__Materials provided__.
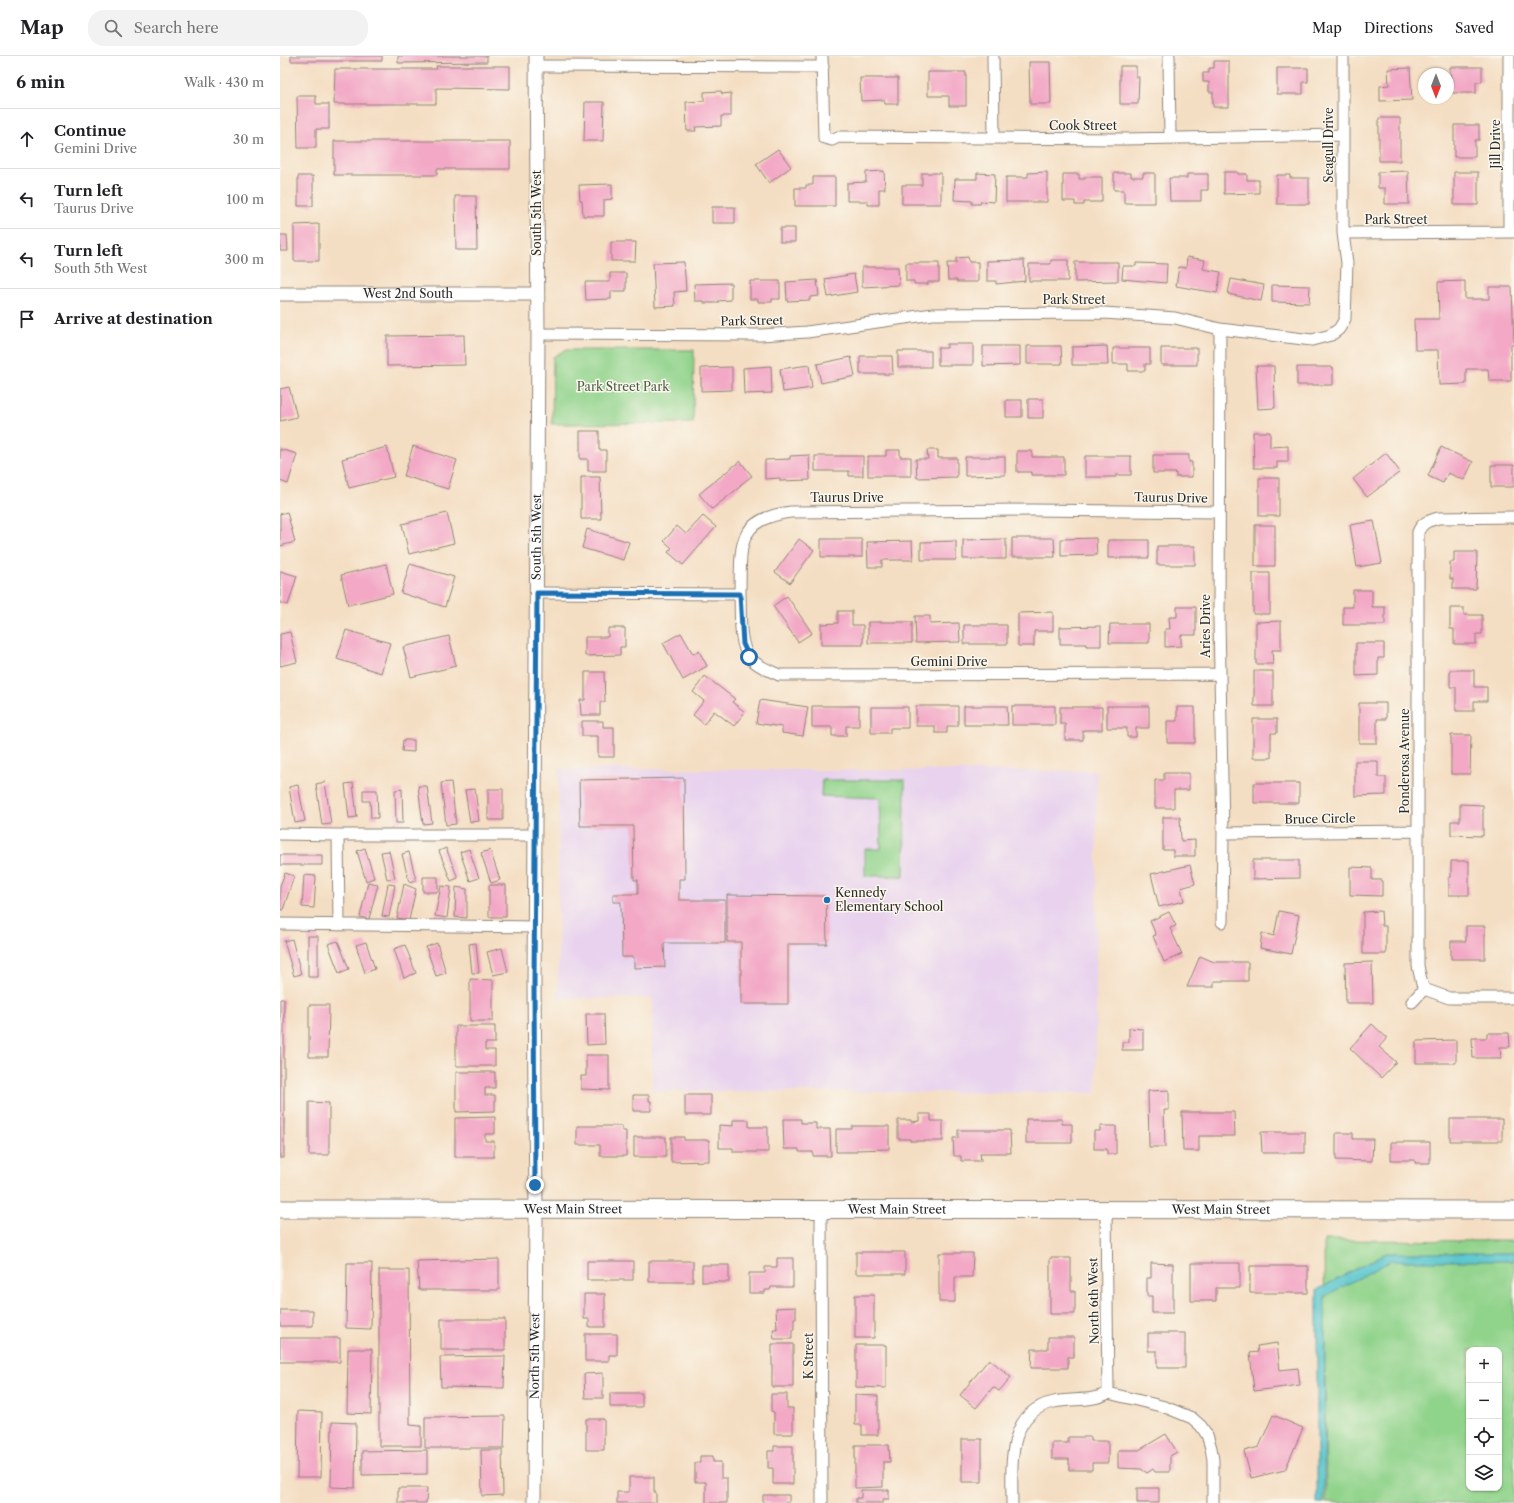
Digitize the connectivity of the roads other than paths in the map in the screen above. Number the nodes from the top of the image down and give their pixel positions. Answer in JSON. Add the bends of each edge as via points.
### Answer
{"nodes":[{"id":1,"x":993,"y":56,"type":"edge"},
{"id":2,"x":1169,"y":56,"type":"edge"},
{"id":3,"x":1342,"y":56,"type":"edge"},
{"id":4,"x":1508,"y":56,"type":"edge"},
{"id":5,"x":536,"y":61,"type":"edge"},
{"id":6,"x":823,"y":61,"type":"edge"},
{"id":7,"x":1342,"y":135,"type":"junction"},
{"id":8,"x":994,"y":138,"type":"junction"},
{"id":9,"x":1170,"y":138,"type":"junction"},
{"id":10,"x":1511,"y":232,"type":"edge"},
{"id":11,"x":1343,"y":233,"type":"junction"},
{"id":12,"x":280,"y":294,"type":"edge"},
{"id":13,"x":537,"y":294,"type":"junction"},
{"id":14,"x":1220,"y":329,"type":"junction"},
{"id":15,"x":538,"y":334,"type":"junction"},
{"id":16,"x":1220,"y":512,"type":"junction"},
{"id":17,"x":1514,"y":517,"type":"edge"},
{"id":18,"x":537,"y":593,"type":"junction"},
{"id":19,"x":740,"y":594,"type":"junction"},
{"id":20,"x":1220,"y":674,"type":"junction"},
{"id":21,"x":1418,"y":831,"type":"junction"},
{"id":22,"x":1223,"y":833,"type":"junction"},
{"id":23,"x":280,"y":834,"type":"edge"},
{"id":24,"x":338,"y":835,"type":"junction"},
{"id":25,"x":535,"y":835,"type":"junction"},
{"id":26,"x":1222,"y":922,"type":"dead end"},
{"id":27,"x":280,"y":924,"type":"edge"},
{"id":28,"x":339,"y":925,"type":"junction"},
{"id":29,"x":535,"y":927,"type":"junction"},
{"id":30,"x":1424,"y":989,"type":"junction"},
{"id":31,"x":1514,"y":998,"type":"edge"},
{"id":32,"x":1412,"y":1002,"type":"dead end"},
{"id":33,"x":280,"y":1209,"type":"edge"},
{"id":34,"x":536,"y":1210,"type":"junction"},
{"id":35,"x":822,"y":1210,"type":"junction"},
{"id":36,"x":1106,"y":1210,"type":"junction"},
{"id":37,"x":1514,"y":1210,"type":"edge"},
{"id":38,"x":1108,"y":1392,"type":"junction"},
{"id":39,"x":534,"y":1503,"type":"edge"},
{"id":40,"x":822,"y":1503,"type":"edge"},
{"id":41,"x":1012,"y":1503,"type":"edge"},
{"id":42,"x":1213,"y":1503,"type":"edge"}],
"edges":[{"from":1,"to":8,"type":"street"},
{"from":2,"to":9,"type":"street"},
{"from":3,"to":7,"type":"street","name":"Seagull Drive"},
{"from":4,"to":10,"type":"street","name":"Jill Drive"},
{"from":5,"to":6,"type":"street"},
{"from":5,"to":13,"type":"street","name":"South 5th West"},
{"from":6,"to":8,"type":"street","name":"Cook Street","via":[[824,138]]},
{"from":7,"to":9,"type":"street","name":"Cook Street"},
{"from":7,"to":11,"type":"street","name":"Seagull Drive"},
{"from":8,"to":9,"type":"street","name":"Cook Street"},
{"from":10,"to":11,"type":"street","name":"Park Street"},
{"from":11,"to":14,"type":"street","name":"Park Street","via":[[1347,263],[1345,319],[1339,329],[1331,335],[1312,340]]},
{"from":12,"to":13,"type":"street","name":"West 2nd South"},
{"from":13,"to":15,"type":"street","name":"South 5th West"},
{"from":14,"to":15,"type":"street","name":"Park Street","via":[[1175,318],[1104,313],[933,314],[777,334]]},
{"from":14,"to":16,"type":"street","name":"Aries Drive"},
{"from":15,"to":18,"type":"street","name":"South 5th West"},
{"from":16,"to":19,"type":"street","name":"Taurus Drive","via":[[1023,510],[774,514],[750,529],[745,536],[740,552]]},
{"from":16,"to":20,"type":"street","name":"Aries Drive"},
{"from":17,"to":21,"type":"street","name":"Ponderosa Avenue","via":[[1438,518],[1428,521],[1418,532]]},
{"from":18,"to":19,"type":"street"},
{"from":18,"to":25,"type":"street","name":"South 5th West"},
{"from":19,"to":20,"type":"street","name":"Gemini Drive","via":[[743,644],[746,652],[753,661],[779,675]]},
{"from":20,"to":22,"type":"street","name":"Aries Drive"},
{"from":21,"to":22,"type":"street","name":"Bruce Circle"},
{"from":21,"to":30,"type":"street","name":"Ponderosa Avenue","via":[[1418,966]]},
{"from":22,"to":26,"type":"street","name":"Aries Drive"},
{"from":23,"to":24,"type":"street"},
{"from":24,"to":25,"type":"street"},
{"from":24,"to":28,"type":"street"},
{"from":25,"to":29,"type":"street","name":"South 5th West"},
{"from":27,"to":28,"type":"street"},
{"from":28,"to":29,"type":"street"},
{"from":29,"to":34,"type":"street","name":"South 5th West"},
{"from":30,"to":31,"type":"street","via":[[1449,998]]},
{"from":30,"to":32,"type":"street"},
{"from":33,"to":34,"type":"main road","name":"West Main Street"},
{"from":34,"to":35,"type":"main road","name":"West Main Street"},
{"from":34,"to":39,"type":"street","name":"North 5th West"},
{"from":35,"to":36,"type":"main road","name":"West Main Street"},
{"from":35,"to":40,"type":"street","name":"K Street"},
{"from":36,"to":37,"type":"main road","name":"West Main Street"},
{"from":36,"to":38,"type":"street","name":"North 6th West"},
{"from":38,"to":41,"type":"street","via":[[1100,1397],[1053,1402],[1042,1406],[1021,1424],[1012,1452]]},
{"from":38,"to":42,"type":"street","via":[[1165,1407],[1192,1418],[1201,1426],[1207,1435],[1213,1460]]}]}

__What is expected__. Give back every record exactly. Omit the pictures.

__Expected output__.
Digitize the connectivity of the roads other than paths in the map in the screen above. Number the nodes from the top of the image down and give their pixel positions. Answer in JSON. Add the bends of each edge as via points.
### Answer
{"nodes":[{"id":1,"x":993,"y":56,"type":"edge"},
{"id":2,"x":1169,"y":56,"type":"edge"},
{"id":3,"x":1342,"y":56,"type":"edge"},
{"id":4,"x":1508,"y":56,"type":"edge"},
{"id":5,"x":536,"y":61,"type":"edge"},
{"id":6,"x":823,"y":61,"type":"edge"},
{"id":7,"x":1342,"y":135,"type":"junction"},
{"id":8,"x":994,"y":138,"type":"junction"},
{"id":9,"x":1170,"y":138,"type":"junction"},
{"id":10,"x":1511,"y":232,"type":"edge"},
{"id":11,"x":1343,"y":233,"type":"junction"},
{"id":12,"x":280,"y":294,"type":"edge"},
{"id":13,"x":537,"y":294,"type":"junction"},
{"id":14,"x":1220,"y":329,"type":"junction"},
{"id":15,"x":538,"y":334,"type":"junction"},
{"id":16,"x":1220,"y":512,"type":"junction"},
{"id":17,"x":1514,"y":517,"type":"edge"},
{"id":18,"x":537,"y":593,"type":"junction"},
{"id":19,"x":740,"y":594,"type":"junction"},
{"id":20,"x":1220,"y":674,"type":"junction"},
{"id":21,"x":1418,"y":831,"type":"junction"},
{"id":22,"x":1223,"y":833,"type":"junction"},
{"id":23,"x":280,"y":834,"type":"edge"},
{"id":24,"x":338,"y":835,"type":"junction"},
{"id":25,"x":535,"y":835,"type":"junction"},
{"id":26,"x":1222,"y":922,"type":"dead end"},
{"id":27,"x":280,"y":924,"type":"edge"},
{"id":28,"x":339,"y":925,"type":"junction"},
{"id":29,"x":535,"y":927,"type":"junction"},
{"id":30,"x":1424,"y":989,"type":"junction"},
{"id":31,"x":1514,"y":998,"type":"edge"},
{"id":32,"x":1412,"y":1002,"type":"dead end"},
{"id":33,"x":280,"y":1209,"type":"edge"},
{"id":34,"x":536,"y":1210,"type":"junction"},
{"id":35,"x":822,"y":1210,"type":"junction"},
{"id":36,"x":1106,"y":1210,"type":"junction"},
{"id":37,"x":1514,"y":1210,"type":"edge"},
{"id":38,"x":1108,"y":1392,"type":"junction"},
{"id":39,"x":534,"y":1503,"type":"edge"},
{"id":40,"x":822,"y":1503,"type":"edge"},
{"id":41,"x":1012,"y":1503,"type":"edge"},
{"id":42,"x":1213,"y":1503,"type":"edge"}],
"edges":[{"from":1,"to":8,"type":"street"},
{"from":2,"to":9,"type":"street"},
{"from":3,"to":7,"type":"street","name":"Seagull Drive"},
{"from":4,"to":10,"type":"street","name":"Jill Drive"},
{"from":5,"to":6,"type":"street"},
{"from":5,"to":13,"type":"street","name":"South 5th West"},
{"from":6,"to":8,"type":"street","name":"Cook Street","via":[[824,138]]},
{"from":7,"to":9,"type":"street","name":"Cook Street"},
{"from":7,"to":11,"type":"street","name":"Seagull Drive"},
{"from":8,"to":9,"type":"street","name":"Cook Street"},
{"from":10,"to":11,"type":"street","name":"Park Street"},
{"from":11,"to":14,"type":"street","name":"Park Street","via":[[1347,263],[1345,319],[1339,329],[1331,335],[1312,340]]},
{"from":12,"to":13,"type":"street","name":"West 2nd South"},
{"from":13,"to":15,"type":"street","name":"South 5th West"},
{"from":14,"to":15,"type":"street","name":"Park Street","via":[[1175,318],[1104,313],[933,314],[777,334]]},
{"from":14,"to":16,"type":"street","name":"Aries Drive"},
{"from":15,"to":18,"type":"street","name":"South 5th West"},
{"from":16,"to":19,"type":"street","name":"Taurus Drive","via":[[1023,510],[774,514],[750,529],[745,536],[740,552]]},
{"from":16,"to":20,"type":"street","name":"Aries Drive"},
{"from":17,"to":21,"type":"street","name":"Ponderosa Avenue","via":[[1438,518],[1428,521],[1418,532]]},
{"from":18,"to":19,"type":"street"},
{"from":18,"to":25,"type":"street","name":"South 5th West"},
{"from":19,"to":20,"type":"street","name":"Gemini Drive","via":[[743,644],[746,652],[753,661],[779,675]]},
{"from":20,"to":22,"type":"street","name":"Aries Drive"},
{"from":21,"to":22,"type":"street","name":"Bruce Circle"},
{"from":21,"to":30,"type":"street","name":"Ponderosa Avenue","via":[[1418,966]]},
{"from":22,"to":26,"type":"street","name":"Aries Drive"},
{"from":23,"to":24,"type":"street"},
{"from":24,"to":25,"type":"street"},
{"from":24,"to":28,"type":"street"},
{"from":25,"to":29,"type":"street","name":"South 5th West"},
{"from":27,"to":28,"type":"street"},
{"from":28,"to":29,"type":"street"},
{"from":29,"to":34,"type":"street","name":"South 5th West"},
{"from":30,"to":31,"type":"street","via":[[1449,998]]},
{"from":30,"to":32,"type":"street"},
{"from":33,"to":34,"type":"main road","name":"West Main Street"},
{"from":34,"to":35,"type":"main road","name":"West Main Street"},
{"from":34,"to":39,"type":"street","name":"North 5th West"},
{"from":35,"to":36,"type":"main road","name":"West Main Street"},
{"from":35,"to":40,"type":"street","name":"K Street"},
{"from":36,"to":37,"type":"main road","name":"West Main Street"},
{"from":36,"to":38,"type":"street","name":"North 6th West"},
{"from":38,"to":41,"type":"street","via":[[1100,1397],[1053,1402],[1042,1406],[1021,1424],[1012,1452]]},
{"from":38,"to":42,"type":"street","via":[[1165,1407],[1192,1418],[1201,1426],[1207,1435],[1213,1460]]}]}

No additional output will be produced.